Of course, the film is asking you to set aside these notions and anxieties. Innocence is its title and its viewpoint. This is not like the paintings of Balthus, which hides in plain sight its sexualisation of children. It’s very easy to watch the film outside of concerns for the children on screen. Watched from one angle, it has more in common with Nicolas Philibert’s Être et Avoir than with Enter the Void, a rediscovery of the unaffected behaviour of children and their shockingly direct contact with their emotions.
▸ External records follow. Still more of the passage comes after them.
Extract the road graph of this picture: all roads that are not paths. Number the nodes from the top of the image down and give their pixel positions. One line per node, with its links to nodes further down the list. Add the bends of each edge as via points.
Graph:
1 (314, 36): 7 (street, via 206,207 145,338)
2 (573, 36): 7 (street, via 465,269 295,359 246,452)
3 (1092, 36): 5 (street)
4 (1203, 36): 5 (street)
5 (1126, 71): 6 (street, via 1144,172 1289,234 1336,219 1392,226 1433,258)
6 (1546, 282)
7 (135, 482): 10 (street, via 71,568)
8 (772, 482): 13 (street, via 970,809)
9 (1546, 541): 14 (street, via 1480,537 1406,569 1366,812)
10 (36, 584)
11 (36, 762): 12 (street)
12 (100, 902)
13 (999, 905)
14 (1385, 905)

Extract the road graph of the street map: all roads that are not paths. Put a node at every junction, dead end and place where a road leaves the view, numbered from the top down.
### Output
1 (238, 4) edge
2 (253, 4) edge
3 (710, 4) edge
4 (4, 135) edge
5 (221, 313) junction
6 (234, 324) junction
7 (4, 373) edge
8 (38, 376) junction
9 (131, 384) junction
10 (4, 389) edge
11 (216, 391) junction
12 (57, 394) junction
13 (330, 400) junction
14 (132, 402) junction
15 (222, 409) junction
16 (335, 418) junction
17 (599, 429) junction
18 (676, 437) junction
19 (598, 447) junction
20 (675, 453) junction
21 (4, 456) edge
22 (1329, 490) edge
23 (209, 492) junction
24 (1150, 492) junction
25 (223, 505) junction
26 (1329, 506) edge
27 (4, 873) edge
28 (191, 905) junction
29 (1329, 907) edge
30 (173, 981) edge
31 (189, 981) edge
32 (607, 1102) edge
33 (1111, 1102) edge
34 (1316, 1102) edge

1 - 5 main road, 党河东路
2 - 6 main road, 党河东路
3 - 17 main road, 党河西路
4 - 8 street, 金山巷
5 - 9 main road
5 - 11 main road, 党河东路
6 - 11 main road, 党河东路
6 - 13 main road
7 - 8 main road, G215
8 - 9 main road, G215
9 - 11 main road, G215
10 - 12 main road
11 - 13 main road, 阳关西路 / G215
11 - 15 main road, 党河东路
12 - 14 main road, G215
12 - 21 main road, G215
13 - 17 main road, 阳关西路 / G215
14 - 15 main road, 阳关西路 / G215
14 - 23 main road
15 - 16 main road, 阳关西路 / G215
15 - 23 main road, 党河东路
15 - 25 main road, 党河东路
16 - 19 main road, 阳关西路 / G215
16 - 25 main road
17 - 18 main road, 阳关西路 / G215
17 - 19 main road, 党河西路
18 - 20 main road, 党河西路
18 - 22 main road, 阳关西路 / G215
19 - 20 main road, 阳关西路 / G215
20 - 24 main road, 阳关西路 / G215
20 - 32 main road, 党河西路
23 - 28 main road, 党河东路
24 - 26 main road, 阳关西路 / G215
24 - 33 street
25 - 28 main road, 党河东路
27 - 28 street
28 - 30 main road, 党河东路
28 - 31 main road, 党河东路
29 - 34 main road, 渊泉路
Its genius lies in how closely it situates itself to fairy tale. This is not a work of psychological realism (although the performances are charmingly unpretentious), but one that cuts to the quick of fairy tale's unsettling undercurrents, the Grimm truths. That Disney was able to adapt these works into something so appropriate for children (barring the occasional scarring trip into Snow White’s forest) shows that they have one face, a side that can be shown when not joined to deeper, darker knowledge. At one point in Innocence, one of the girls is tossed a red rose from an audience member, which she cherishes. The implications of this token aren’t knowable, but they have teeth sharp enough to gobble Little Red Riding Hood. But that’s for us to bring our own assumptions to. Most provocative cinema is overdetermined, making for a frustrating watch if your buttons cannot be pushed as the film intends. Innocence instead provokes you by its refusal to offer easy answers, leaving you alone with how far you may have strayed from an unjaded viewpoint.
Recommendations
If you’re in the mood for something enjoyably light but suitably absorbing, you can watch Breakdown starring Kurt Russell on Netflix. Plays like a junior league version of The Vanishing. Read Guy Lodge’s appreciation of it here.
Zia Anger is performing live streams of her performance My First Film. You’ll need to follow her on Twitter and turn on notifications for when she tweets to get in as each performance has limited attendance. It’s well worth it to watch someone own their own failure and alchemise it into something positive.
The novels of Charles Portis make great lock down reading. Best known for writing the novel of True Grit (which is terrific and tops the mordant humour of the Coens' adaptation), his other novels Norwood and Dog of the South have the half-baked, deadpan joy of the best of Kurt Vonnegut.
While I wrote this essay, I listened to The KLF’s Chill Out album. Enjoyable itself, it’s only better when accompanied by the stoner saudade of the Youtube comments.